Members of Michigan's policy community are significantly more open to unauthorized immigrants achieving citizenship than the general public. In the third round of IPPSR's Michigan Policy Insiders Panel (MPIP), conducted earlier this year, a large majority of the respondents, 81%, indicated they would prefer to offer some path for unauthorized immigrants to become U.S. citizens. Of that majority, 56% would like to see unauthorized immigration meet certain conditions before qualifying for citizenship. The remaining 25% believe unauthorized immigrants should remain in the U.S. and eventually qualify for citizenship with no penalties. In a larger survey of the U.S. public, the American National Election Studies (ANES) conducted in 2016, the responses were less lenient. About 67% percent would allow some form of citizenship, but only 10% are in favor of unconditional amnesty, while a similar majority, 57%, are in favor of a path to citizenship with conditions.

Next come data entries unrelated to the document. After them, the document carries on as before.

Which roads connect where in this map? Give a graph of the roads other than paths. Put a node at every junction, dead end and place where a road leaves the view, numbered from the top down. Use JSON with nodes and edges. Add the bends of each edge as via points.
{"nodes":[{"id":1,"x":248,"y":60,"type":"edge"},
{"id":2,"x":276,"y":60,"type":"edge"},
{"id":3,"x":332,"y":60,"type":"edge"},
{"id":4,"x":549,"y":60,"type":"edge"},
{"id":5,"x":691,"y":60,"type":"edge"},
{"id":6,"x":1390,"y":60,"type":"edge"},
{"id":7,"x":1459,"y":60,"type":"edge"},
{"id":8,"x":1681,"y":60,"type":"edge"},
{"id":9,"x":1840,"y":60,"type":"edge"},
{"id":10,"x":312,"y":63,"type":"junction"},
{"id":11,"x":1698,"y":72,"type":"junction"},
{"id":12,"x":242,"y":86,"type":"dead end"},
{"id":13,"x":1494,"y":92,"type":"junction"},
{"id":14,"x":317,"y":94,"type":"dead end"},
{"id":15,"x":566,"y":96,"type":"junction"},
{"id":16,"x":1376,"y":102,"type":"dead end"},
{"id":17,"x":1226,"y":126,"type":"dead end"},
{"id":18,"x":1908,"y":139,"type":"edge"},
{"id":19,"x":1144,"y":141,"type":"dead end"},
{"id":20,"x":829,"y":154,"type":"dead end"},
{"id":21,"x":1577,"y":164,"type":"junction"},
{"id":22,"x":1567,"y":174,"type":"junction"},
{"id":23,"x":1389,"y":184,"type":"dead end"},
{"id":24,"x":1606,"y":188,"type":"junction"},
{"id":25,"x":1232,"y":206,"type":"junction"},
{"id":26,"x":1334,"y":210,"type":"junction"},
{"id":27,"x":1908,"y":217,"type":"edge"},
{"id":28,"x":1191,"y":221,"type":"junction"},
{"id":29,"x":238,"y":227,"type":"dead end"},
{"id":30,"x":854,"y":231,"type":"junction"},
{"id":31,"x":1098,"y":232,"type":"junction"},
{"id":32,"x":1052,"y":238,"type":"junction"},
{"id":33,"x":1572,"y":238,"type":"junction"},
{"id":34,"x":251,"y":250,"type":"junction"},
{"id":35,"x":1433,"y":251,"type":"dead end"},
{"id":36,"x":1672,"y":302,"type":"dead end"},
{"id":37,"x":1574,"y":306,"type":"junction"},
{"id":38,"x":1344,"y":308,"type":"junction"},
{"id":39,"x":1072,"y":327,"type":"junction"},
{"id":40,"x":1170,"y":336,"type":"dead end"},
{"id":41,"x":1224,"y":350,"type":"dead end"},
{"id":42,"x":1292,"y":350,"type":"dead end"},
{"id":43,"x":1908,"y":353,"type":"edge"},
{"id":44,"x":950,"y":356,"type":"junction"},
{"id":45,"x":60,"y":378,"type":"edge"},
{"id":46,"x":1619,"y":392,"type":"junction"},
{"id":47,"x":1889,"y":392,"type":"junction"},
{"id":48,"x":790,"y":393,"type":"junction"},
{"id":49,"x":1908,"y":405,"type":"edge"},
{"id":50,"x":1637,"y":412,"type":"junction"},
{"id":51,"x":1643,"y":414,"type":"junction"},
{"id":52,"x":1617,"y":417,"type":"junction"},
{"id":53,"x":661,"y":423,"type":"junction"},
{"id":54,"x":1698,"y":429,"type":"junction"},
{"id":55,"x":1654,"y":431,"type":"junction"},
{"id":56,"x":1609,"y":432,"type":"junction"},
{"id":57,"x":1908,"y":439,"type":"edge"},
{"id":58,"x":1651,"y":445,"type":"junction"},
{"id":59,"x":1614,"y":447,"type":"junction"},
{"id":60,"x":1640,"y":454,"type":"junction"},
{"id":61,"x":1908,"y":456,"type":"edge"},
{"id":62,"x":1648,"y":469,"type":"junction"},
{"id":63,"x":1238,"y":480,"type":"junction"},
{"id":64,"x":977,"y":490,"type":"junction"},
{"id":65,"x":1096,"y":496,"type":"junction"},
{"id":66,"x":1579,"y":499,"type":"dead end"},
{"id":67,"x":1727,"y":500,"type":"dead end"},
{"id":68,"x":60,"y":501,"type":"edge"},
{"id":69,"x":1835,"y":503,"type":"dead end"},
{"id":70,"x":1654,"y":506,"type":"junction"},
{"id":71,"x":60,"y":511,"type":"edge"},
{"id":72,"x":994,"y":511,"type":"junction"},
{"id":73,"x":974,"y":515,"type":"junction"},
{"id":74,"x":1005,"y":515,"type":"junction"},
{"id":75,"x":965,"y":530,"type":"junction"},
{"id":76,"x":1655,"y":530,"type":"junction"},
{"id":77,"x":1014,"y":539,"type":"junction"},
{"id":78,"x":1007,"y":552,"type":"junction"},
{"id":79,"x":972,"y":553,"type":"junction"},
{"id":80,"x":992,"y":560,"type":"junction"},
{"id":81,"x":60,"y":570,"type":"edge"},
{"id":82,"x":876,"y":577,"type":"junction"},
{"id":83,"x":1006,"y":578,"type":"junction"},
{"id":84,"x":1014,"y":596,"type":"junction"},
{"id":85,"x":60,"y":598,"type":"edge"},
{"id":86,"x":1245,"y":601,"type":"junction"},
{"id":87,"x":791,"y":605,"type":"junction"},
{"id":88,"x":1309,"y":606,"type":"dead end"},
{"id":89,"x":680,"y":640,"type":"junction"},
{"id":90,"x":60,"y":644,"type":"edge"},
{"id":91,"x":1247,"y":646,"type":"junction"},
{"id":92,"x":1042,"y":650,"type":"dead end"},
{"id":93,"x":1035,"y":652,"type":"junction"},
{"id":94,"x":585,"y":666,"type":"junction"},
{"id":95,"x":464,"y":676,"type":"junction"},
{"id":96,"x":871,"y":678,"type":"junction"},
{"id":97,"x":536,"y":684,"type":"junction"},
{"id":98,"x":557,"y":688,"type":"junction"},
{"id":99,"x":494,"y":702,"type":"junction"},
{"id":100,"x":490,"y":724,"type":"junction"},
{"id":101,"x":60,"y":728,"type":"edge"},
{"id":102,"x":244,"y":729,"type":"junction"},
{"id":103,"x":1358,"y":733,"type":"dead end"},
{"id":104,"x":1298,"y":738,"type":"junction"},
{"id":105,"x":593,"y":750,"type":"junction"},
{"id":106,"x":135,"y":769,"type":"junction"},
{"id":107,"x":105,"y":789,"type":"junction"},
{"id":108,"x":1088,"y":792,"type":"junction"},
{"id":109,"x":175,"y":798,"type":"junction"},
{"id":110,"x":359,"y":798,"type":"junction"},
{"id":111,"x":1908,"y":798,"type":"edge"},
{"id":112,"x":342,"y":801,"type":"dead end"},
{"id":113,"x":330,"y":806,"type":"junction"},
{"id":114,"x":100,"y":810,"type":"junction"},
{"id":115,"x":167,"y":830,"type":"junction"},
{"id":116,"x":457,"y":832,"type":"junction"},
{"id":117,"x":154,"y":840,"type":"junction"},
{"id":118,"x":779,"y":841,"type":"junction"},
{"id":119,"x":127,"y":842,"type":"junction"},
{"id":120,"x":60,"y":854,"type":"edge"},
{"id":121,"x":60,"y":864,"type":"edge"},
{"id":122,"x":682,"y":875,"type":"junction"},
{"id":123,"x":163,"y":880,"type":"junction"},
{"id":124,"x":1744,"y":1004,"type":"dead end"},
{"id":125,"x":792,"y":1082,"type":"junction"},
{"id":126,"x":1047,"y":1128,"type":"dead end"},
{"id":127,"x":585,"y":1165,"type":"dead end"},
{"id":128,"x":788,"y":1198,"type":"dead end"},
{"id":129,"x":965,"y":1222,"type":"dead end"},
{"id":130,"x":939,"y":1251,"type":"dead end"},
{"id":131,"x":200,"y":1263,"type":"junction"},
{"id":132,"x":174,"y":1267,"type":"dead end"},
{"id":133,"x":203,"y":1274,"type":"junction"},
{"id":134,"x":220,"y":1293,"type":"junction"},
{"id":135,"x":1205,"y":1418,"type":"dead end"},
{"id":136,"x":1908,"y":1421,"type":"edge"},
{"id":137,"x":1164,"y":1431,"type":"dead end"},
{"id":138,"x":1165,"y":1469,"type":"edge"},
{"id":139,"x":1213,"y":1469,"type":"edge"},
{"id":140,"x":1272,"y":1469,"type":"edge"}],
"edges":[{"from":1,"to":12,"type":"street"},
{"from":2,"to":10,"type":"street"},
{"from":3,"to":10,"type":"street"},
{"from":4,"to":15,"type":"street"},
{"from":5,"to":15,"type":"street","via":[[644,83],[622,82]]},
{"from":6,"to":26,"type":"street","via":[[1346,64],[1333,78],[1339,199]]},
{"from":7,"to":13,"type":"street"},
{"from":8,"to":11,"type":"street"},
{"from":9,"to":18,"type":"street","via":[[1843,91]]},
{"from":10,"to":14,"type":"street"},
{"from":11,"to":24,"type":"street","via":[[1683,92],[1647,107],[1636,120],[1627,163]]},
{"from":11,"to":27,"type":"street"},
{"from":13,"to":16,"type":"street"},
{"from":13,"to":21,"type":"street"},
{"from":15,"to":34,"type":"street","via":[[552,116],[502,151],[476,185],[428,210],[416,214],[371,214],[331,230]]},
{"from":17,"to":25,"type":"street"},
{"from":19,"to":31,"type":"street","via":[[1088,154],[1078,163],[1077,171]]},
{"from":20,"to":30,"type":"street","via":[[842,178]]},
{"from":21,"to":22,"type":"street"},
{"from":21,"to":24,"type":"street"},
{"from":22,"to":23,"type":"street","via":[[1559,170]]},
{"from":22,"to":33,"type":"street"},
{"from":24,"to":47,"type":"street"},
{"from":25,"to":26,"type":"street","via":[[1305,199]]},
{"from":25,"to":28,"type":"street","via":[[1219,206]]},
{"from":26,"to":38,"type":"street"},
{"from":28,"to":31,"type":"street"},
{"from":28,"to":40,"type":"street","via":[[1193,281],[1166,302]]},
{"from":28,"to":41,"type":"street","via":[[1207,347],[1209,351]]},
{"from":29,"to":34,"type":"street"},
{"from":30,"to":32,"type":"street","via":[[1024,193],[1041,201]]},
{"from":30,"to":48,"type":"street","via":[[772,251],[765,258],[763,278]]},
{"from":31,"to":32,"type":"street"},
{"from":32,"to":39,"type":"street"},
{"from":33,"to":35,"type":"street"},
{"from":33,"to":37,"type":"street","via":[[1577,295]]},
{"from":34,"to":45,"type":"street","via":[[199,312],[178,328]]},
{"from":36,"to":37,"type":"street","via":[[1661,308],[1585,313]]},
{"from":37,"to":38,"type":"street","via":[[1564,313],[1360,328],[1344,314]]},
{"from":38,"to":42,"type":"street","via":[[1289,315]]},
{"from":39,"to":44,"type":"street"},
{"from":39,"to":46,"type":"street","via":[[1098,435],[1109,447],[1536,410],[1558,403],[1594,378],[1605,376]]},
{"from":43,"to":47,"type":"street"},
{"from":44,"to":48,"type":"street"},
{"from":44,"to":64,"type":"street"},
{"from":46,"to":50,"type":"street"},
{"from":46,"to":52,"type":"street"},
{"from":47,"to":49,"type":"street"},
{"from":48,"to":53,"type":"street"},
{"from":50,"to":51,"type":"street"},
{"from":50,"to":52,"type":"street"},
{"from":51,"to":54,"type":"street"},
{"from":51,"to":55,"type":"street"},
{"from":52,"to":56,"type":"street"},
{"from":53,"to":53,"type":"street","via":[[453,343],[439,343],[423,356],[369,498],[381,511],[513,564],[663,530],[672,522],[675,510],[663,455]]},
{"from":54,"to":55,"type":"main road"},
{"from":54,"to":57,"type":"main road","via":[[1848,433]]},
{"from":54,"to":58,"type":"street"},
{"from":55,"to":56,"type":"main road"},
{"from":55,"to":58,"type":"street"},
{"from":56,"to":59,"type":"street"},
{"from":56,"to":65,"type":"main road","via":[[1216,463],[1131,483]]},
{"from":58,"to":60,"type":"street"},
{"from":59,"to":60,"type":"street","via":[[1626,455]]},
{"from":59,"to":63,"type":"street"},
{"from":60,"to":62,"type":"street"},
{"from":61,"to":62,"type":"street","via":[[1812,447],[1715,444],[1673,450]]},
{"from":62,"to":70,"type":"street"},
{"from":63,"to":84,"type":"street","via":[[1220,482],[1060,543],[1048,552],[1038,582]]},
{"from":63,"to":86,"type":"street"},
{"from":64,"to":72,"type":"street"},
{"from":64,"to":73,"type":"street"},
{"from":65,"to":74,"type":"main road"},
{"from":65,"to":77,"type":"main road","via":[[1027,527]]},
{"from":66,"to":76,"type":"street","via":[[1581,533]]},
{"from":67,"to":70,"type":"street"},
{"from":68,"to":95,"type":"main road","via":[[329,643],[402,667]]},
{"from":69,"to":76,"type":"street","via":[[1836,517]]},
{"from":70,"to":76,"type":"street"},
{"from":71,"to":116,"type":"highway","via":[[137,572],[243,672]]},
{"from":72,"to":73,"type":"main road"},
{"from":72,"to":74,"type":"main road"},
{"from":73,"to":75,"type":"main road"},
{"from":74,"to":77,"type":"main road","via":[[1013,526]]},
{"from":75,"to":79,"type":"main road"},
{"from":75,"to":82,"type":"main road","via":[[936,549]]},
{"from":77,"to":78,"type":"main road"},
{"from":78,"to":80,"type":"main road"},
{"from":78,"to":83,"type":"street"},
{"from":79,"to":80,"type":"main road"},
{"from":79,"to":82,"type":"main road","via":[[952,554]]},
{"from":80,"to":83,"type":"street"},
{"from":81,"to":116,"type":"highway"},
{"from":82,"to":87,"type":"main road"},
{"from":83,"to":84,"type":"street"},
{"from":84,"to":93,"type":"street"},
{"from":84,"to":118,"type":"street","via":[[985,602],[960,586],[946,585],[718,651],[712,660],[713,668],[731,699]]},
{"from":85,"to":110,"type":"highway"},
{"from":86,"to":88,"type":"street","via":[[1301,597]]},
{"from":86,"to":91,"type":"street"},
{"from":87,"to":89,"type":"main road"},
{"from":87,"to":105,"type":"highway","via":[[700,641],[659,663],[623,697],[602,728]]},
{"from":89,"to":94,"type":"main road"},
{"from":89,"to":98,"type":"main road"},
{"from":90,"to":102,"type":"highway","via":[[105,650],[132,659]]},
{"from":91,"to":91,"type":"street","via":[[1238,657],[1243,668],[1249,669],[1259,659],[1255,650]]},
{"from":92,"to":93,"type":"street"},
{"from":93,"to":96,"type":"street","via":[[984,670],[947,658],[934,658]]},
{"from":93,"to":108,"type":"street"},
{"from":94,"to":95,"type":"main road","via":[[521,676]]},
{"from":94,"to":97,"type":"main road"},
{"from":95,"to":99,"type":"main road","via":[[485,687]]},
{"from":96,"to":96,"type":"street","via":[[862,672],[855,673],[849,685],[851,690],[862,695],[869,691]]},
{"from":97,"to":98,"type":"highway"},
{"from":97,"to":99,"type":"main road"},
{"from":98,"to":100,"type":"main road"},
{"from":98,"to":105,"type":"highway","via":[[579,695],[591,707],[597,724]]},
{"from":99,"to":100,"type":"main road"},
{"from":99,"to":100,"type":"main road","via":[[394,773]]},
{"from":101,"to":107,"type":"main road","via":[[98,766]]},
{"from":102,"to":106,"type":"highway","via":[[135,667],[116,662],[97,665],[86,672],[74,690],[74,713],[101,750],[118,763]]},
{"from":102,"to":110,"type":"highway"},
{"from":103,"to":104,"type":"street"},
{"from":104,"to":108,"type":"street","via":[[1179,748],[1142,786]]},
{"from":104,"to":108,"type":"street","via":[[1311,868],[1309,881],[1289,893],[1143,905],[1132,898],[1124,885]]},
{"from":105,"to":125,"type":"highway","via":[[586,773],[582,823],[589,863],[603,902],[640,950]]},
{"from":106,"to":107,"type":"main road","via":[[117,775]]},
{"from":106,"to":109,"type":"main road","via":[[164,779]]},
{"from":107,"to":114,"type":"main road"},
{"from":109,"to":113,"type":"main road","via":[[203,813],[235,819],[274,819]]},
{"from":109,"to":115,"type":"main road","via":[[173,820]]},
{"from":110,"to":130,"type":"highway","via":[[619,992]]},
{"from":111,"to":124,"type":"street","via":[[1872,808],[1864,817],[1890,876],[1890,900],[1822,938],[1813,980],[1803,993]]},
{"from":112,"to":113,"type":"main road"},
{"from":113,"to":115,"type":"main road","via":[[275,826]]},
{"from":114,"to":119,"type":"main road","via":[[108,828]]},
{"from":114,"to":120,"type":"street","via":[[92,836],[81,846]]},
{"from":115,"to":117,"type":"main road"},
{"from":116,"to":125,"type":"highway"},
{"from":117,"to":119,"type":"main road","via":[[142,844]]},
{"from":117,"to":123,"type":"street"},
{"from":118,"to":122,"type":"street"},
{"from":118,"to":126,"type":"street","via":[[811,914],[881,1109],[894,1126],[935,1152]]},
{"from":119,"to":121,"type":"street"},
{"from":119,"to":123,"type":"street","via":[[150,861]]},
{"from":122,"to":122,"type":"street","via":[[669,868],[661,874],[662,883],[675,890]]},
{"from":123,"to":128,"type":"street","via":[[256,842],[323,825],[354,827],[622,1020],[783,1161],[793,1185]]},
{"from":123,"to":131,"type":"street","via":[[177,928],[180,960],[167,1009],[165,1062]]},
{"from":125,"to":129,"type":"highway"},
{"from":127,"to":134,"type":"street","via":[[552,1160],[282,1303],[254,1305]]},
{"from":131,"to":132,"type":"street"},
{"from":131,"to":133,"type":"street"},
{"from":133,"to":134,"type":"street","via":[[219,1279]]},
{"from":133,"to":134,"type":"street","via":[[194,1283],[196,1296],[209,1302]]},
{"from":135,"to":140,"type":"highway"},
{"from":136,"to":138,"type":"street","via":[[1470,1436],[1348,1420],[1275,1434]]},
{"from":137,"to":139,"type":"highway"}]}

A hardline approach is also favored by a larger proportion of the U.S. public than Michigan policy insiders. While only about 6% of insiders would prefer to make all unauthorized immigrant felons, and deport them back to their country of origin, about 17% of the U.S. public prefer that solution. Roughly the same proportion of both Republican insiders are in favor of a guest-worker program for unauthorized immigrants — a step short of citizenship that would permit residency — 13% of insiders favor this proposal compared to 15% of the U.S. public.
Wile Republican insiders may be taking a more moderate tack than the public, Democratic insiders are positioned significantly to the left of their base. Nationally about 17% of Democrats support unconditional amnesty while 44% of Michigan Democratic insiders do.
The increased leniency of insiders crosses party lines — though not entirely. This is one area where Republican insiders and their counterparts in the public are unified. Support for unconditional amnesty among Republicans in both surveys is in the low single digits. Still, Republican insiders in Michigan are notably less hardline. About 28% of Republicans in the U.S. public support the deportation approach, while only half as many Michigan Republican insiders do.
Conditional amnesty is the clear frontrunner of the policy options. Majorities of among all political affiliations — save for U.S. Republicans, where there was a plurality — support a path to citizenship through conditional amnesty. Those suggested requirements ranged in the surveys included paying back taxes, having proficiency in English and passing a background check.
The largest limitation of this comparison is that while MPIP exclusively surveys Michigan insiders, the ANES is a national poll. It's possible that among the Michigan public there is a less significant contrast.
The Deferred Action for Childhood Arrivals (DACA) plan instituted under President Obama, has been under fire as President Trump works to follow through on the campaign promises he made regarding immigration. While President Trump moved to end the program in the next six months , he has vowed to revisit the issue if congress cannot come up with a plan to legalize DACA by then. In a bipartisan effort to come to an agreement about what needs to be done to help congress legalize the program, President Trump sat down with U.S. House Minority Leader Nancy Pelosi of California and Senate Minority Leader Chuck Schumer of New York to try to make a deal that both sides could live with.
With the possibility of having both parties involved in making revisions to immigration policy comes the reality that there will need to be great compromise on both ends. While some republicans have spoken out in support of DACA, many are holding fast to their demand for severe policy change. With the end of DACA looming on the horizon, democrats are working to ensure a superior conclusion can be reached. Taking into account the opinions of their constituents, lawmakers have an uphill battle ahead to redefine immigration policy in the United States.
The Michigan Policy Insiders Panel (MPIP) is a project of Michigan State University’s Institute for Public Policy and Social Research (IPPSR), in conjunction with the Center for Local, State, and Urban Policy (CLOSUP) at the University of Michigan. The goal is to understand how policymakers learn about state problems, develop political influence, and interact to produce policy solutions. The survey included high-ranking members of state government agencies, current members of Michigan’s Legislature and their staff assistants, association and corporate lobbyists, state relations officers, think tanks, public relations professionals, and state political media personnel.
Emily Krupp is an undergraduate policy fellow, and Simon Schuster is a graduate policy fellow, at the Institute for Public Policy and Social Research.